## Work order:
Each line from the one that contains "Which roads connect where in the" to the end of the material must be quoted exactly; include both end lines and nothing else.

## Records for this task:
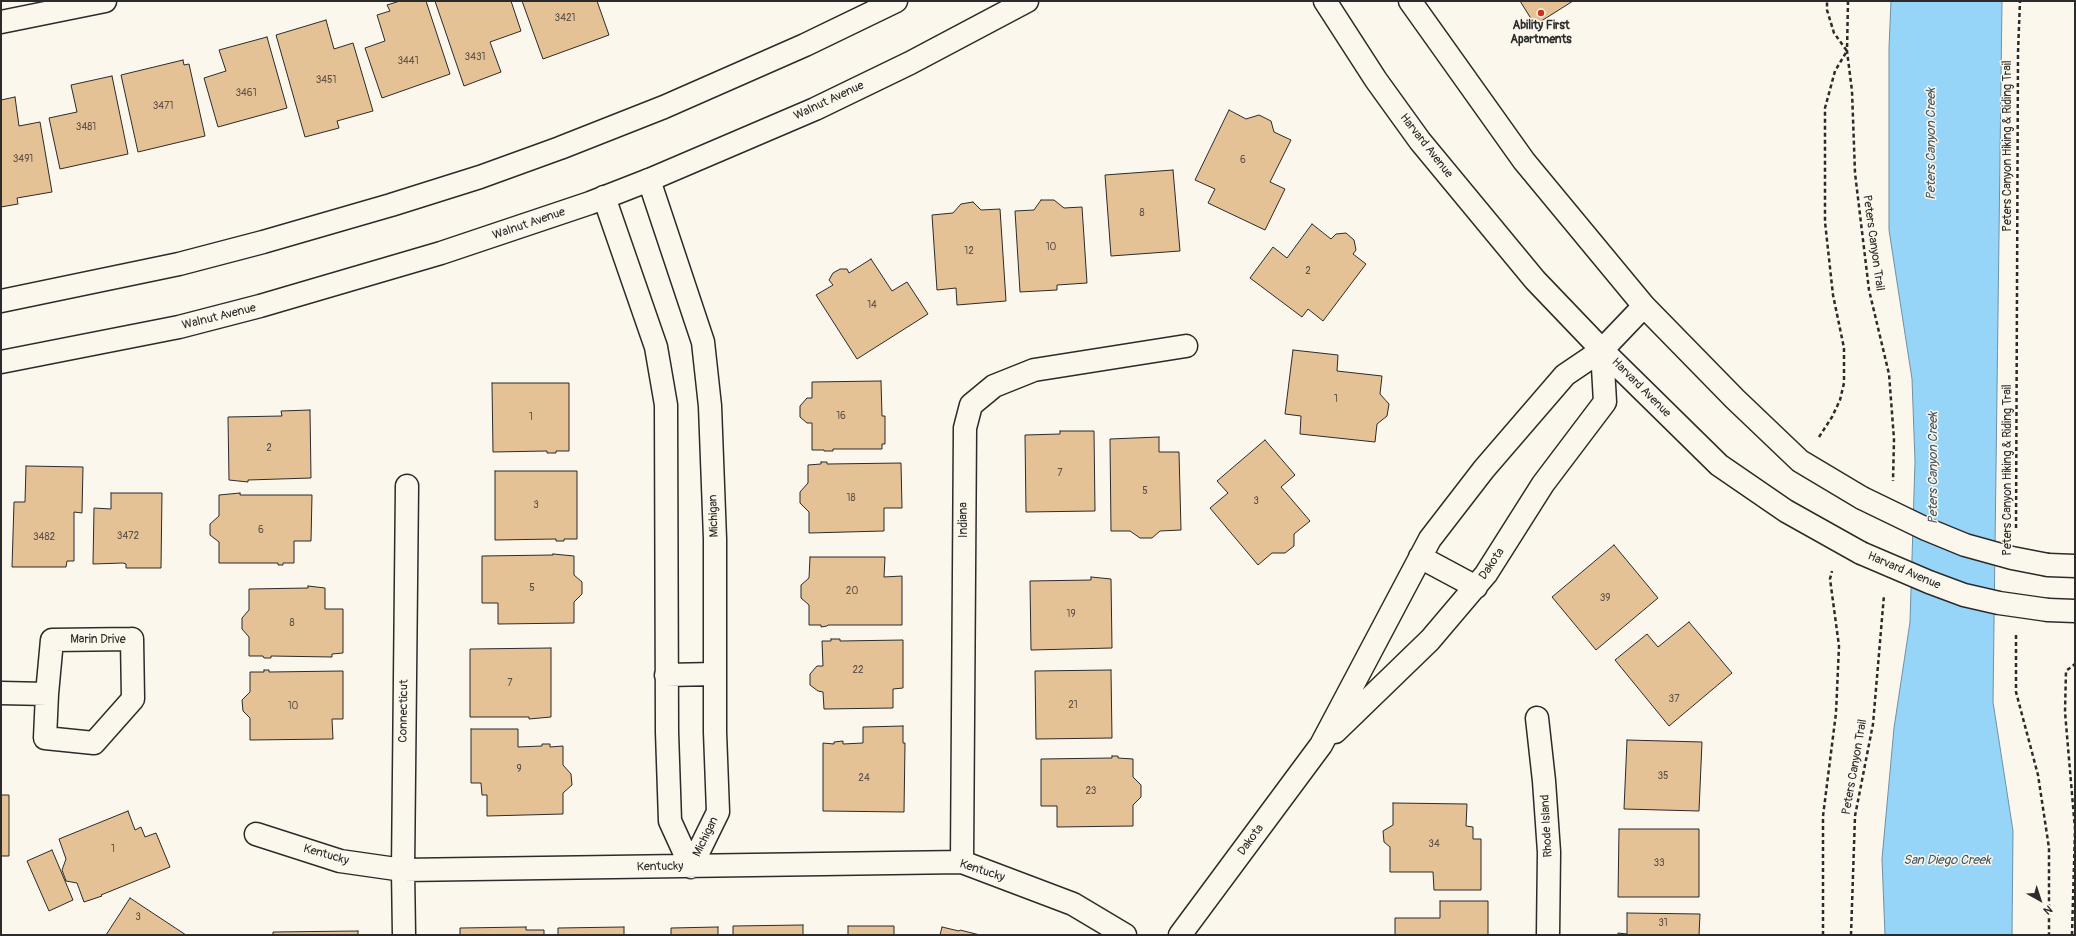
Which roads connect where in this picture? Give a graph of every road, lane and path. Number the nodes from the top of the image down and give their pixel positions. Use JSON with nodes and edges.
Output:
{"nodes":[{"id":1,"x":105,"y":1,"type":"edge"},
{"id":2,"x":896,"y":1,"type":"edge"},
{"id":3,"x":1027,"y":1,"type":"edge"},
{"id":4,"x":1325,"y":1,"type":"edge"},
{"id":5,"x":1410,"y":1,"type":"edge"},
{"id":6,"x":1827,"y":1,"type":"edge"},
{"id":7,"x":1848,"y":1,"type":"edge"},
{"id":8,"x":2020,"y":1,"type":"edge"},
{"id":9,"x":1,"y":22,"type":"edge"},
{"id":10,"x":1847,"y":51,"type":"junction"},
{"id":11,"x":649,"y":180,"type":"junction"},
{"id":12,"x":604,"y":197,"type":"junction"},
{"id":13,"x":1,"y":300,"type":"edge"},
{"id":14,"x":1644,"y":306,"type":"junction"},
{"id":15,"x":1186,"y":346,"type":"dead end"},
{"id":16,"x":1602,"y":350,"type":"junction"},
{"id":17,"x":1,"y":362,"type":"edge"},
{"id":18,"x":1800,"y":461,"type":"junction"},
{"id":19,"x":1893,"y":485,"type":"dead end"},
{"id":20,"x":406,"y":486,"type":"dead end"},
{"id":21,"x":2016,"y":530,"type":"dead end"},
{"id":22,"x":1852,"y":548,"type":"junction"},
{"id":23,"x":1420,"y":557,"type":"junction"},
{"id":24,"x":2075,"y":566,"type":"edge"},
{"id":25,"x":1476,"y":586,"type":"junction"},
{"id":26,"x":1884,"y":603,"type":"dead end"},
{"id":27,"x":2075,"y":611,"type":"edge"},
{"id":28,"x":2016,"y":633,"type":"dead end"},
{"id":29,"x":2075,"y":664,"type":"edge"},
{"id":30,"x":715,"y":674,"type":"junction"},
{"id":31,"x":666,"y":675,"type":"junction"},
{"id":32,"x":1,"y":693,"type":"edge"},
{"id":33,"x":46,"y":694,"type":"junction"},
{"id":34,"x":1537,"y":718,"type":"dead end"},
{"id":35,"x":1321,"y":745,"type":"junction"},
{"id":36,"x":256,"y":834,"type":"dead end"},
{"id":37,"x":962,"y":862,"type":"junction"},
{"id":38,"x":692,"y":867,"type":"junction"},
{"id":39,"x":403,"y":870,"type":"junction"},
{"id":40,"x":404,"y":935,"type":"edge"},
{"id":41,"x":1125,"y":935,"type":"edge"},
{"id":42,"x":1180,"y":935,"type":"edge"},
{"id":43,"x":1548,"y":935,"type":"edge"},
{"id":44,"x":1824,"y":935,"type":"edge"},
{"id":45,"x":1851,"y":935,"type":"edge"},
{"id":46,"x":2049,"y":935,"type":"edge"},
{"id":47,"x":2072,"y":935,"type":"edge"}],
"edges":[{"from":1,"to":9,"type":"street"},
{"from":2,"to":13,"type":"street"},
{"from":3,"to":11,"type":"street","name":"Walnut Avenue"},
{"from":4,"to":16,"type":"street","name":"Harvard Avenue"},
{"from":5,"to":14,"type":"street"},
{"from":6,"to":10,"type":"path"},
{"from":7,"to":10,"type":"path","name":"Peters Canyon Trail"},
{"from":8,"to":21,"type":"path","name":"Peters Canyon Hiking & Riding Trail"},
{"from":10,"to":18,"type":"path"},
{"from":10,"to":19,"type":"path","name":"Peters Canyon Trail"},
{"from":11,"to":12,"type":"street","name":"Walnut Avenue"},
{"from":11,"to":30,"type":"street","name":"Michigan"},
{"from":12,"to":17,"type":"street","name":"Walnut Avenue"},
{"from":12,"to":31,"type":"street","name":"Michigan"},
{"from":14,"to":16,"type":"street","name":"Dakota"},
{"from":14,"to":18,"type":"street"},
{"from":15,"to":37,"type":"street","name":"Indiana"},
{"from":16,"to":22,"type":"street","name":"Harvard Avenue"},
{"from":16,"to":23,"type":"street","name":"Dakota"},
{"from":16,"to":25,"type":"street","name":"Dakota"},
{"from":18,"to":24,"type":"street","bridge":true},
{"from":20,"to":39,"type":"street","name":"Connecticut"},
{"from":22,"to":27,"type":"street","name":"Harvard Avenue","bridge":true},
{"from":22,"to":44,"type":"path"},
{"from":23,"to":25,"type":"street"},
{"from":23,"to":35,"type":"street","name":"Dakota"},
{"from":25,"to":35,"type":"street","name":"Dakota"},
{"from":26,"to":45,"type":"path","name":"Peters Canyon Trail"},
{"from":28,"to":46,"type":"path"},
{"from":29,"to":47,"type":"path"},
{"from":30,"to":31,"type":"street"},
{"from":30,"to":38,"type":"street","name":"Michigan"},
{"from":31,"to":38,"type":"street","name":"Michigan"},
{"from":32,"to":33,"type":"street"},
{"from":33,"to":33,"type":"street","name":"Marin Drive"},
{"from":34,"to":43,"type":"street","name":"Rhode Island"},
{"from":35,"to":42,"type":"street","name":"Dakota"},
{"from":36,"to":39,"type":"street","name":"Kentucky"},
{"from":37,"to":38,"type":"street","name":"Kentucky"},
{"from":37,"to":41,"type":"street","name":"Kentucky"},
{"from":38,"to":39,"type":"street","name":"Kentucky"},
{"from":39,"to":40,"type":"street","name":"Connecticut"}]}
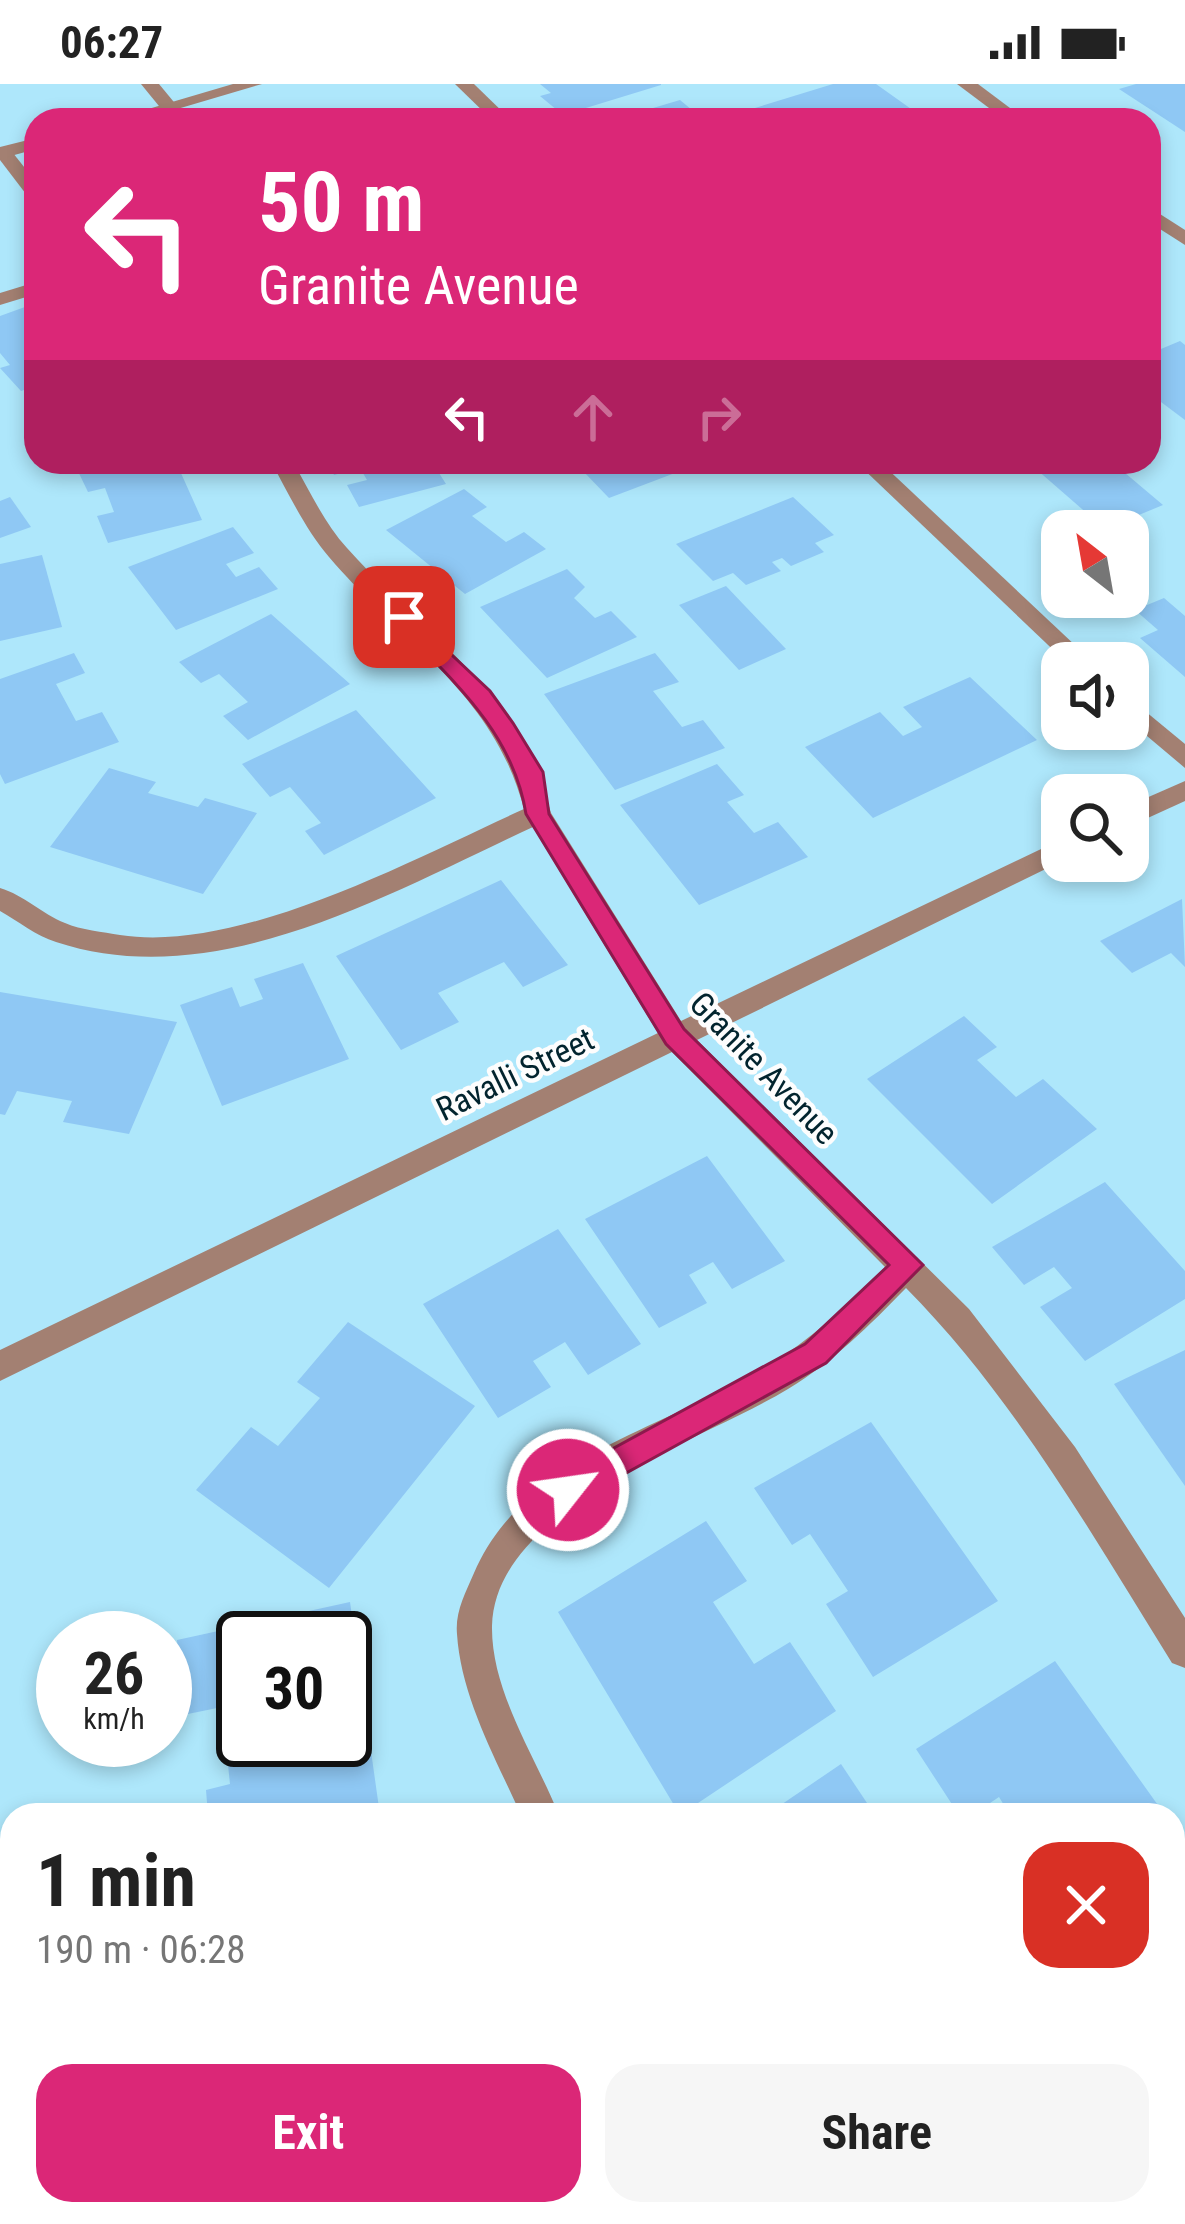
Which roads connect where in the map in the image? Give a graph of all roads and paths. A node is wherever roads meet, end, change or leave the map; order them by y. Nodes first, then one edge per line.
1 (150, 84) edge
2 (253, 84) edge
3 (464, 84) edge
4 (966, 84) edge
5 (169, 107) junction
6 (165, 108) edge
7 (489, 108) edge
8 (1000, 108) edge
9 (2, 153) edge
10 (24, 180) edge
11 (289, 474) edge
12 (880, 474) edge
13 (1060, 642) edge
14 (1149, 726) edge
15 (1185, 759) edge
16 (1185, 790) edge
17 (1149, 807) edge
18 (538, 814) junction
19 (1041, 859) edge
20 (0, 898) edge
21 (675, 1036) junction
22 (908, 1265) junction
23 (0, 1366) edge
24 (1185, 1650) edge
25 (535, 1803) edge

1 - 5 street
2 - 5 street
3 - 7 street
4 - 8 street
5 - 6 street
9 - 10 street
11 - 18 street, Granite Avenue
12 - 13 street
14 - 15 street
16 - 17 street
18 - 20 street
18 - 21 street, Granite Avenue
19 - 21 street, Ravalli Street
21 - 22 street, Granite Avenue
21 - 23 street, Ravalli Street
22 - 24 street, Granite Avenue
22 - 25 street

## Solved exercise:
Which roads connect where in the map in the image? Give a graph of all roads and paths. A node is wherever roads meet, end, change or leave the map; order them by y. Nodes first, then one edge per line.
1 (150, 84) edge
2 (253, 84) edge
3 (464, 84) edge
4 (966, 84) edge
5 (169, 107) junction
6 (165, 108) edge
7 (489, 108) edge
8 (1000, 108) edge
9 (2, 153) edge
10 (24, 180) edge
11 (289, 474) edge
12 (880, 474) edge
13 (1060, 642) edge
14 (1149, 726) edge
15 (1185, 759) edge
16 (1185, 790) edge
17 (1149, 807) edge
18 (538, 814) junction
19 (1041, 859) edge
20 (0, 898) edge
21 (675, 1036) junction
22 (908, 1265) junction
23 (0, 1366) edge
24 (1185, 1650) edge
25 (535, 1803) edge

1 - 5 street
2 - 5 street
3 - 7 street
4 - 8 street
5 - 6 street
9 - 10 street
11 - 18 street, Granite Avenue
12 - 13 street
14 - 15 street
16 - 17 street
18 - 20 street
18 - 21 street, Granite Avenue
19 - 21 street, Ravalli Street
21 - 22 street, Granite Avenue
21 - 23 street, Ravalli Street
22 - 24 street, Granite Avenue
22 - 25 street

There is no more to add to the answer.